**Problem statement**
Wherever the string "Avenida" occurs in a line of these records, report that line.

**Collected data entries**

####################

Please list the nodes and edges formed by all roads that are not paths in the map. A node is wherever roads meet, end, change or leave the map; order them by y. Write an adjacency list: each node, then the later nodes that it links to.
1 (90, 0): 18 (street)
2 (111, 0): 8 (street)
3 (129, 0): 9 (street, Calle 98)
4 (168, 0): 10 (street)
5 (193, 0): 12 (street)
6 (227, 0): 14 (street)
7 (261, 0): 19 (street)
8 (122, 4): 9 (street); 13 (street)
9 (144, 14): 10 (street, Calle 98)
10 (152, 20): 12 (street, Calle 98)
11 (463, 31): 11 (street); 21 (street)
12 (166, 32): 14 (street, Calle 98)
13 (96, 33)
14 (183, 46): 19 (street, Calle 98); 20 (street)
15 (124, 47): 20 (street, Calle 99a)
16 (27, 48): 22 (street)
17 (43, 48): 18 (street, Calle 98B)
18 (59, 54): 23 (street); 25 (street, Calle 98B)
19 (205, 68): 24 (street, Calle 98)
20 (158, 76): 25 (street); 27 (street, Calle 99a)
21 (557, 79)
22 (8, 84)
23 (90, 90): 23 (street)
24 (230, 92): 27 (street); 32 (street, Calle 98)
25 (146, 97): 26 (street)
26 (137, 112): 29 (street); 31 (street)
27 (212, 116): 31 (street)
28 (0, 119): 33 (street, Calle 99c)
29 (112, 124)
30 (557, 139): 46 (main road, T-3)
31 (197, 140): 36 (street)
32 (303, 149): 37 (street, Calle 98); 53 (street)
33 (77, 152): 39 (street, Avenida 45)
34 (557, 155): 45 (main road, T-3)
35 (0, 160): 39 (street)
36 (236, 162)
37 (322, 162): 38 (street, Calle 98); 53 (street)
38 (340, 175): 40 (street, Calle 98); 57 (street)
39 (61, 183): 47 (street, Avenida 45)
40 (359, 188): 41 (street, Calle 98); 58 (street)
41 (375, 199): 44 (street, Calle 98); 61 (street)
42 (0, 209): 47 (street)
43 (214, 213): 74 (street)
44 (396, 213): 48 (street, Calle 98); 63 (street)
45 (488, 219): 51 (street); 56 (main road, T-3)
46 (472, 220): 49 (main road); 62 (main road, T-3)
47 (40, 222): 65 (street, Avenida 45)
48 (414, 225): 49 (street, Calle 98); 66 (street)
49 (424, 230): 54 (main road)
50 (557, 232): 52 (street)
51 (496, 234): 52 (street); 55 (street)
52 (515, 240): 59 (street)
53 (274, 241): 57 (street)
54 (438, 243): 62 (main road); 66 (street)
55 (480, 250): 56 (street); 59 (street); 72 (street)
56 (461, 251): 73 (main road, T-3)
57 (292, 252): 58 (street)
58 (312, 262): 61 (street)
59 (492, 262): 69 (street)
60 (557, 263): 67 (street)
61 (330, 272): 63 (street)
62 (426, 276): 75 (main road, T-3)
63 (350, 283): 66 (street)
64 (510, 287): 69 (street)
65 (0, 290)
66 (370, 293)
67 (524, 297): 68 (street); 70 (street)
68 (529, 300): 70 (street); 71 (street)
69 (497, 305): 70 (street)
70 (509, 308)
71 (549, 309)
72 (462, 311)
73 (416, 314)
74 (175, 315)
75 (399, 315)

####################

**Answer space**
33 (77, 152): 39 (street, Avenida 45)
39 (61, 183): 47 (street, Avenida 45)
47 (40, 222): 65 (street, Avenida 45)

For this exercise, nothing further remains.